Esta é mais uma matéria, reportagem especial que fiz para o jornal Notícias do Dia para a seção Memória, publicada na edição de final de semana – 17 e 18 de dezembro de 2011 – que retira do baú a história do sindicalismo joinvilense com um pouco da vida do senhor Conrado de Mira, já falecido. Baseei essa reportagem em entrevista com sua viúva, dona Irany Caldas de Mira, e pesquisa em arquivos históricos e documentos familiares. Mais uma contribuição para o resgate de nossa história, falando dos trabalhadores que muitas vezes são “invisíveis” aos olhos das pessoas por falta de abordagem da mídia em geral. Compartilho com os leitores do Blog em homenagem a esses dias em que o livro está em alta com nossa Feira do Livro, confiram abaixo:
” Se hoje os trabalhadores brasileiros têm direito às férias, jornada de trabalho definida, décimo-terceiro, aposentadorias, pensões, entre outros direitos, tudo se deve a muitos líderes operários que enfrentaram a dura disputa contra o capital no início do século 20. Entre eles um marceneiro, Conrado de Mira, que entre 1929 e 1930 abraçou a causa de Getúlio Vargas com a famosa Revolução de 1930, que derrubou o governo de Washington Luís, e ampliou os direitos trabalhistas. Mira foi um dos fundadores do Sindicato dos Trabalhadores na Construção Civil em 1931, e logo virou seu presidente. Em seguida os trabalhadores foram se organizando nos sindicatos dos trabalhadores em olarias, dos metalúrgicos, dos gráficos, dos moinhos, das oficinas mecânicas, dos estivadores, dos têxteis e também dos trabalhadores em massas alimentícias.

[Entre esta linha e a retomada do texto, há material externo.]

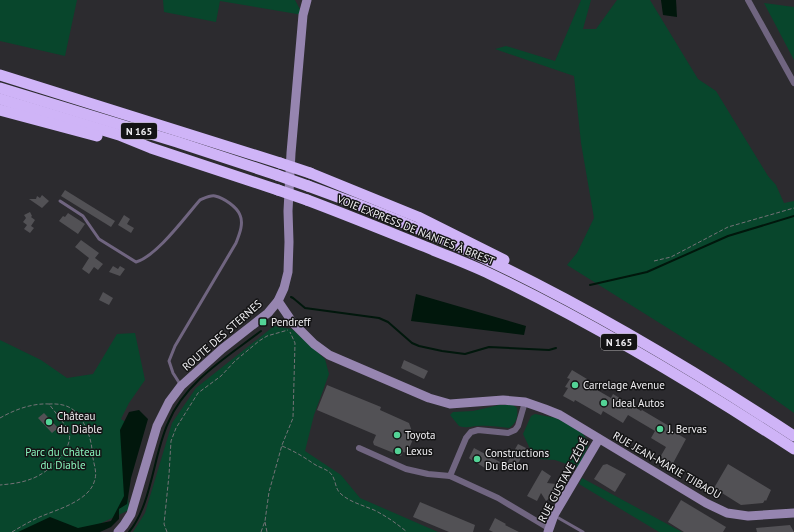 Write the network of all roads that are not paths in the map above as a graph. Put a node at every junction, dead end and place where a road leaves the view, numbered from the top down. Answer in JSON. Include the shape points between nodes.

Graças ao seu preparo intelectual, Conrado de Mira foi aos poucos sendo funcionário de todos os sindicatos. Ele dirigia e administrava toda a burocracia sindical, e inclusive fazia as defesas trabalhistas. Tudo isso está registrado na enorme documentação que está depositada no Arquivo Histórico de Joinville, fruto de doação da família. Mas também está em parte anotado na memória de sua viúva, Irany Caldas de Mira, que aos 72 anos mantém uma saúde em dia, viaja e passeia bastante com as amigas, e mantém tudo arrumadinho na casa em que viveu com seu marido por 25 anos, no centro da maior cidade catarinense. “Ele era viúvo, e eu trabalhava como secretária no Sindicato. Acabamos casando quando eu tinha 18 anos, e ele uns 55 acho”, explica.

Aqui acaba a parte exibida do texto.